> [Description of the task] In the copy you make, include no pictures, and transcribe every record exactly.

(Recorded data begins)

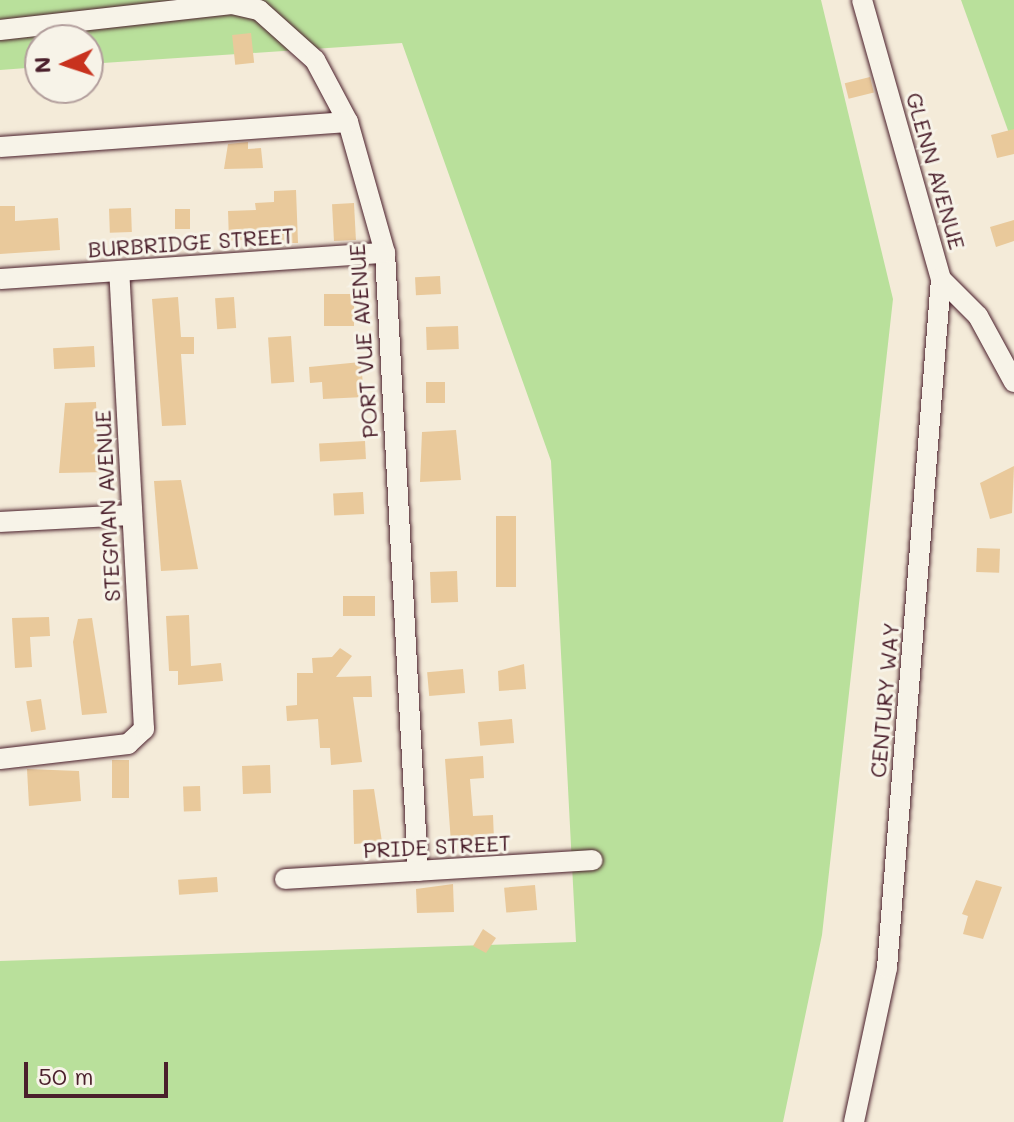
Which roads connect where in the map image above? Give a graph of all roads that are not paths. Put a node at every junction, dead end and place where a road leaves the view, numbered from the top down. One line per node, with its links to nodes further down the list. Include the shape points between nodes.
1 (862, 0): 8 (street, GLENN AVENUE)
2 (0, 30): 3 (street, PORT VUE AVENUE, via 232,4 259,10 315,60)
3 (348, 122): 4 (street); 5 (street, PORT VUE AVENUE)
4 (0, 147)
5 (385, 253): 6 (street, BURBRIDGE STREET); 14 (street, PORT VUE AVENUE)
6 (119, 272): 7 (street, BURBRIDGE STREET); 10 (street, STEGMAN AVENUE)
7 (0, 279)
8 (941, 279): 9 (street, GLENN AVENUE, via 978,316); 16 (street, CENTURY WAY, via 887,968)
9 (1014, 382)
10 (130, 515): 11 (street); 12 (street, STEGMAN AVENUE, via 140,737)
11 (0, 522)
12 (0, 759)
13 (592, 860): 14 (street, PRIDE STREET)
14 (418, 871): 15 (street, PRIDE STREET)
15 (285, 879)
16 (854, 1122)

(Recorded data ends)

> [Solved problem]
Which roads connect where in the map image above? Give a graph of all roads that are not paths. Put a node at every junction, dead end and place where a road leaves the view, numbered from the top down. One line per node, with its links to nodes further down the list. Include the shape points between nodes.
1 (862, 0): 8 (street, GLENN AVENUE)
2 (0, 30): 3 (street, PORT VUE AVENUE, via 232,4 259,10 315,60)
3 (348, 122): 4 (street); 5 (street, PORT VUE AVENUE)
4 (0, 147)
5 (385, 253): 6 (street, BURBRIDGE STREET); 14 (street, PORT VUE AVENUE)
6 (119, 272): 7 (street, BURBRIDGE STREET); 10 (street, STEGMAN AVENUE)
7 (0, 279)
8 (941, 279): 9 (street, GLENN AVENUE, via 978,316); 16 (street, CENTURY WAY, via 887,968)
9 (1014, 382)
10 (130, 515): 11 (street); 12 (street, STEGMAN AVENUE, via 140,737)
11 (0, 522)
12 (0, 759)
13 (592, 860): 14 (street, PRIDE STREET)
14 (418, 871): 15 (street, PRIDE STREET)
15 (285, 879)
16 (854, 1122)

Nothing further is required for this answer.